No more NEETs: A plan for all young people to be learning or earning
This paper sets out a strategy for radically increasing the proportion of young people who are learning or earning, by fixing the broken school-to-work transition system and establishing a distinct work, training and benefits track for those aged 18-24.
This approach is underpinned by two new initiatives: a youth allowance, to keep young people out of the adult welfare system, and a youth guarantee, to ensure they stay in touch with the labour market.
There are over a million young people who are not in education, employment or training (NEET) in the UK, equivalent to almost a fifth (18 per cent) of all 18-24-year-olds. This is a huge waste of individual potential and imposes large, long-term costs on society.
Our proposals draw on lessons from previous reforms in this area, as well as international insights. Just 4 per cent of 15-24-year-olds in the Netherlands and 7 per cent in Denmark are NEET, compared to 14 per cent in the UK. In these countries, young people are kept out of the adult welfare system and are directed to complete their initial education before entering the workplace. This is underpinned by conditional financial support, with routes to inactive benefits closed off. Both countries also boast high-quality vocational training and apprenticeship systems.
Weaknesses in the school-to-work system come at a significant cost to the taxpayer. In 2011/12, £2.5 billion was spent on out-of-work benefits for the under-25s; a further £6 billion was spent on other benefits and tax credits for this group. Over half (52 per cent) of young people claiming ESA (and incapacity benefit) have been doing so for over a year, as have 61 per cent of under-25s on income support. Young people who fail to attain a good education or make early connections to the labour market face a far greater risk of future periods of unemployment and low earnings.

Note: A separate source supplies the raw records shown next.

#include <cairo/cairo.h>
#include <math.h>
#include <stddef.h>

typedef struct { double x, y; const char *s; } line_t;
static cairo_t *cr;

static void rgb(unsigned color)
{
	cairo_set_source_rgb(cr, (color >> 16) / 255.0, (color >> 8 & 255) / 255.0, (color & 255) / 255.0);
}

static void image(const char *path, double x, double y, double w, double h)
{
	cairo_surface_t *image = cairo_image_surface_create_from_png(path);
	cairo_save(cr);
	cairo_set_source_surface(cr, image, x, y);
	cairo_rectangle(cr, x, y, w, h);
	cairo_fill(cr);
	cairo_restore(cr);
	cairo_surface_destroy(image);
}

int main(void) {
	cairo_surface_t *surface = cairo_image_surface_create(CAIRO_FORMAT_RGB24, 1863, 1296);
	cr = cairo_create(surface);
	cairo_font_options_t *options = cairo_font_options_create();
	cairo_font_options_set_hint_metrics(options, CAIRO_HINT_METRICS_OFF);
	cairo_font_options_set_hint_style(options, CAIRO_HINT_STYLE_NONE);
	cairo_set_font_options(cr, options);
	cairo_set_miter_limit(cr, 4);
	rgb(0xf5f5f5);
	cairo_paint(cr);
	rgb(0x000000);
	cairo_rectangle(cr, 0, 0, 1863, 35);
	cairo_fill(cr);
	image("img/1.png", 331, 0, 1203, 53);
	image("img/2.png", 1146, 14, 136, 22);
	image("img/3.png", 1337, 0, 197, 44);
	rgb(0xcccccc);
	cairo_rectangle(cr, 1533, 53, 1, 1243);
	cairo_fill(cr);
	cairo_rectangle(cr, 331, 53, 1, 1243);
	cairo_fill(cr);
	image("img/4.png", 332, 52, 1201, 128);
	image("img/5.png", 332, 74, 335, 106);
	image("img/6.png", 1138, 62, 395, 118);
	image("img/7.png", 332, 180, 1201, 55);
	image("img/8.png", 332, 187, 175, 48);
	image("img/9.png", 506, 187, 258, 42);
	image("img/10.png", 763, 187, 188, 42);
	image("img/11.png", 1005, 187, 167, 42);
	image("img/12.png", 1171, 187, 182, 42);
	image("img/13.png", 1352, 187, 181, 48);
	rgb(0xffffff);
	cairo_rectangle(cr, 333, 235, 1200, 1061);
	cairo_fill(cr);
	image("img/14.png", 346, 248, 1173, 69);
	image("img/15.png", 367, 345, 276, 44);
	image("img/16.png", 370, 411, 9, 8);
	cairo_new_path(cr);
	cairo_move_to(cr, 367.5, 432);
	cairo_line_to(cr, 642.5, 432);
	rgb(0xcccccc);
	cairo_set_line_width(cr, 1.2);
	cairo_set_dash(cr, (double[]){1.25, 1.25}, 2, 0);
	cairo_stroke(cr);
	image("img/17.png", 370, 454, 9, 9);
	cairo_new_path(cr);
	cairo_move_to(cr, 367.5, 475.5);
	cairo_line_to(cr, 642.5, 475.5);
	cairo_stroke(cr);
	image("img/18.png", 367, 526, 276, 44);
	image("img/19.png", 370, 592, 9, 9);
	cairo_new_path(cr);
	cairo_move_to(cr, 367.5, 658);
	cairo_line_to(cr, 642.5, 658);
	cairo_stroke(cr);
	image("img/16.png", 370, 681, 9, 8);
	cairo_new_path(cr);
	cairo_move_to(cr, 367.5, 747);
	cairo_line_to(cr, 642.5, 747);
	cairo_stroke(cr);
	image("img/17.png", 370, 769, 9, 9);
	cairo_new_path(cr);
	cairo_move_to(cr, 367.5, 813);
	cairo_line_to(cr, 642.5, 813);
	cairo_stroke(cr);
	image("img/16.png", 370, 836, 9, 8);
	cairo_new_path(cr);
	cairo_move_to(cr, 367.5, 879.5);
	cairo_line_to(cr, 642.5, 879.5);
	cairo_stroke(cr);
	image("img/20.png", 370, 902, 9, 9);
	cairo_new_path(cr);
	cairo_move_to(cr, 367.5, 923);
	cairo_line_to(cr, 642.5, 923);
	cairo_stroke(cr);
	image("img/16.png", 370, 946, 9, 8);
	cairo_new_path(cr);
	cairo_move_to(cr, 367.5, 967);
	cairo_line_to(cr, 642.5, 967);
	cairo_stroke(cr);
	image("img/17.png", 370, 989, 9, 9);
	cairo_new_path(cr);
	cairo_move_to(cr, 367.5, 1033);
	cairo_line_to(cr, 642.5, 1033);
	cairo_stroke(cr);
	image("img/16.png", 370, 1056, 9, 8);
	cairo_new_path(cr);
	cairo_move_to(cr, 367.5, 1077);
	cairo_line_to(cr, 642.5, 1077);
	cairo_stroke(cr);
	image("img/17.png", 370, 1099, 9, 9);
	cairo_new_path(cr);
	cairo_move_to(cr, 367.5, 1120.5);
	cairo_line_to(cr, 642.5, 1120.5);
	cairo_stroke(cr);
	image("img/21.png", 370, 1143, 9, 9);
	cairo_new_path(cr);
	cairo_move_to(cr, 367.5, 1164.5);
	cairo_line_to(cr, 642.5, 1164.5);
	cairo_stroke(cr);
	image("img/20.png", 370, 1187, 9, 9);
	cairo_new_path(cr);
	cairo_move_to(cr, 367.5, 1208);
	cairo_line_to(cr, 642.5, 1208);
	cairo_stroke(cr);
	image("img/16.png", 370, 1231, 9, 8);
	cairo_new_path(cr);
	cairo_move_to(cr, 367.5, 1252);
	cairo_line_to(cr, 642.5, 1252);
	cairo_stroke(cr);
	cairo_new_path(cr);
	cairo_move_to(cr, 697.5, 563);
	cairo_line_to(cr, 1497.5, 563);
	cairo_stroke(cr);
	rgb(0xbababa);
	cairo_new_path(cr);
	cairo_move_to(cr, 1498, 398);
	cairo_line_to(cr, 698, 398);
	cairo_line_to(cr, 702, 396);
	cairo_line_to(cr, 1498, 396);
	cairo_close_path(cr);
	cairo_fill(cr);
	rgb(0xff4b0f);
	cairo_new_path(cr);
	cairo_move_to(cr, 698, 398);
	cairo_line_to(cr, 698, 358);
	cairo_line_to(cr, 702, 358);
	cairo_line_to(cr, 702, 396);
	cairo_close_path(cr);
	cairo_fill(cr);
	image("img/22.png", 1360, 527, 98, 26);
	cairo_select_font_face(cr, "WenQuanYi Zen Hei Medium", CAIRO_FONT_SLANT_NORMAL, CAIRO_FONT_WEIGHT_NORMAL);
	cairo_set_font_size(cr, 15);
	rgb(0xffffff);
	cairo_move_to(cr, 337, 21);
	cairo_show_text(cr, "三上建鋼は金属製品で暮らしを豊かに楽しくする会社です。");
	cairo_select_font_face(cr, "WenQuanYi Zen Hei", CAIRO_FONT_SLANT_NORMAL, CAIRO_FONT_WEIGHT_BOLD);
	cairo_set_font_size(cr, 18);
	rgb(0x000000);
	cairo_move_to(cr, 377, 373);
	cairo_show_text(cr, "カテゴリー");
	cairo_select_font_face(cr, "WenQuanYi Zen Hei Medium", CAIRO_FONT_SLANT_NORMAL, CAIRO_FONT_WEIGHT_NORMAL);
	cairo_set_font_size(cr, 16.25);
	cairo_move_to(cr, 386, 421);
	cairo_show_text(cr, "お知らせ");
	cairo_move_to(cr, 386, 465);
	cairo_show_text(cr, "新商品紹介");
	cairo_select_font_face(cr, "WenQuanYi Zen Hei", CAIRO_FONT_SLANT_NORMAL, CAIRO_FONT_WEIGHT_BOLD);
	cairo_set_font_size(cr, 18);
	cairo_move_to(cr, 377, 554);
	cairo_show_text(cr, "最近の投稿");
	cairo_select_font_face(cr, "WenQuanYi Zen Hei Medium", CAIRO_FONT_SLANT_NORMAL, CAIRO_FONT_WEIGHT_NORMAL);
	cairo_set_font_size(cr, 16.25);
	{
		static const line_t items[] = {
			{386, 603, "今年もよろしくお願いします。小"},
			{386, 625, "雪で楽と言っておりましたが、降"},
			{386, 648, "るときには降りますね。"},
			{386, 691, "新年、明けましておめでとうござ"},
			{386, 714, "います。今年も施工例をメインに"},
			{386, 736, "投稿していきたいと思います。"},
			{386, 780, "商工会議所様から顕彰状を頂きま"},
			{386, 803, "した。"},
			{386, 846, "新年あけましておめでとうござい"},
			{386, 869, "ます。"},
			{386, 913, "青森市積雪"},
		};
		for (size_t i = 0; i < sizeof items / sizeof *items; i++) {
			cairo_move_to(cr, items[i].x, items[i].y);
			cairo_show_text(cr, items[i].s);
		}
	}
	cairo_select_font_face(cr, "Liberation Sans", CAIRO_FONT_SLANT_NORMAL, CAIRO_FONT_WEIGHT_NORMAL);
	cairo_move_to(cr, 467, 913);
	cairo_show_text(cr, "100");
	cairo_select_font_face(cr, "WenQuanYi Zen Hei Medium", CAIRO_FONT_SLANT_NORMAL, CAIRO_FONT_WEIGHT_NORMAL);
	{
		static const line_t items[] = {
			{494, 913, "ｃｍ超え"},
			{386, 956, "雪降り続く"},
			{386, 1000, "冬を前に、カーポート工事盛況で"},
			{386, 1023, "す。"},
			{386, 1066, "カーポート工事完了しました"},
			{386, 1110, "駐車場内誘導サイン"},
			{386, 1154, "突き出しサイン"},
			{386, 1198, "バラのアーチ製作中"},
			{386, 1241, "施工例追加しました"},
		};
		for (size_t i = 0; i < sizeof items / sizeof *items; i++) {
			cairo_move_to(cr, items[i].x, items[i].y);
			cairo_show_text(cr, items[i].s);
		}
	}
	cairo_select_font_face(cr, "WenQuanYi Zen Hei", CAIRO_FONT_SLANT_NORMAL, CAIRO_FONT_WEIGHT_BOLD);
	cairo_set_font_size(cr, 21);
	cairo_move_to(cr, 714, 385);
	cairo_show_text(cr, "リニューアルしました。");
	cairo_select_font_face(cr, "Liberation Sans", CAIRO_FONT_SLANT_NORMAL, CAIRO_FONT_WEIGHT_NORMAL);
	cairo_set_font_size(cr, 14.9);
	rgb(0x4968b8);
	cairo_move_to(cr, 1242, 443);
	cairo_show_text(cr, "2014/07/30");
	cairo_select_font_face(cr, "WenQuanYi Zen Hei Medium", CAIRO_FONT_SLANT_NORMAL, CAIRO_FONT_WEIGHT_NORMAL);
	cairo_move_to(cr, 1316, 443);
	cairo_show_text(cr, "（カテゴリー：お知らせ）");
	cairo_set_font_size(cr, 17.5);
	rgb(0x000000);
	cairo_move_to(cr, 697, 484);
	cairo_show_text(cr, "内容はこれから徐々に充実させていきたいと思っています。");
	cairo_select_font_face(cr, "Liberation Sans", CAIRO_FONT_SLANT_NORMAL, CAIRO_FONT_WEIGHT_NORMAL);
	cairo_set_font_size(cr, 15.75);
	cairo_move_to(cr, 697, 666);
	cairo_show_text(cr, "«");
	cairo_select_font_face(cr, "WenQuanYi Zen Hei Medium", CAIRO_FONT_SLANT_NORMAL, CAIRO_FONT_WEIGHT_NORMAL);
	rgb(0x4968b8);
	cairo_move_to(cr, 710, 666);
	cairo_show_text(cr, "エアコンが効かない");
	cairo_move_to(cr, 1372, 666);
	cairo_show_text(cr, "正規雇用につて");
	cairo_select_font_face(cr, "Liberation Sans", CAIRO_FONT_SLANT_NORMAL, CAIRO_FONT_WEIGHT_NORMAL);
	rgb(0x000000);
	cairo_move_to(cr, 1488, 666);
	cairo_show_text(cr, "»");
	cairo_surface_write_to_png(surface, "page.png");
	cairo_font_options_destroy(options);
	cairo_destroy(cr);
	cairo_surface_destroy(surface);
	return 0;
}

It is impossible to reduce the number of 18-24-year-olds who are NEET to zero - there will always be short periods when a young person is in a state of transition - and a return to sustained economic growth is a precondition for the headline rate of youth unemployment to fall. However, unlike previous reforms, our new proposals directly address the well-known weaknesses in this country by ensuring that young people can complete their initial education and gain practical work experience, while not drifting into inactivity.
There are three key planks to our proposed strategy:
- A youth allowance should replace existing out-of-work benefits for 18-24-year-olds and provide financial support for young people who need it, conditional on participation in purposeful training or intensive job-search. Access to inactive benefits should be closed off for all but a very small minority. To pay for this substantial expansion of financial support for young people who are currently NEET or in further education, the youth allowance should be paid at a standard rate and be means tested on the basis of parental income until the young person is over the age of 21. This would mirror the rules for access to the higher education maintenance grant. There should also be a presumption that young people are housed by their parents until they are over 21, with exceptions for those with a child, a disability or in employment.
- A youth guarantee should be established that offers young people access to further education or vocational training plus intensive support to find work or an apprenticeship. For those not learning or earning after six months, paid work experience and traineeships should be provided, with no option to refuse and continue receiving the youth allowance. The youth guarantee would ensure that young people can complete their initial education and gain practical employability skills, while not drifting into inactivity. To pay for this substantial expansion of provision for young people, expenditure on 18-24-year-olds in the Work Programme should be re-directed, along with adult skills and apprenticeship funding for over-24s. In addition, parents' entitlement to child benefit and child tax credit should cease at the end of the school year after their child has turned 18, when their entitlement to youth allowance begins.
- The government should set national objectives and priorities for the youth guarantee, but the leadership of local areas should be mobilised to organise and deliver it. Decentralisation should start with London and the eight 'core cities' in England taking on resources and responsibility for their young people. These cities should establish strong governance arrangements, including a central role for employers, along with plans for commissioning a diverse network of local providers. In other parts of England the youth guarantee should be commissioned nationally and delivered through existing agencies and providers (with local input wherever possible). In every area, the personal adviser model should be paramount and data on performance against headline national objectives should be regularly published. To increase opportunity and drive employer engagement, large firms that do not offer apprenticeships for young people should pay a 'youth levy' to train and prepare the future workforce.
This report also sets out cost estimates for the new proposals and funding measures, including options to further limit or offset costs in the long term.
There is evidence to suggest this reform could attract widespread public support. In polling conducted earlier this year by YouGov for IPPR, 60 per cent of people said they would support 'Keeping young people out of the adult welfare system, restricting their access to things like disability benefits and social housing, but providing financial support for and greater access to education, apprenticeships and opportunities for work-with-training'. The proposal was strongly supported by Conservative, Labour and Liberal Democrat supporters alike.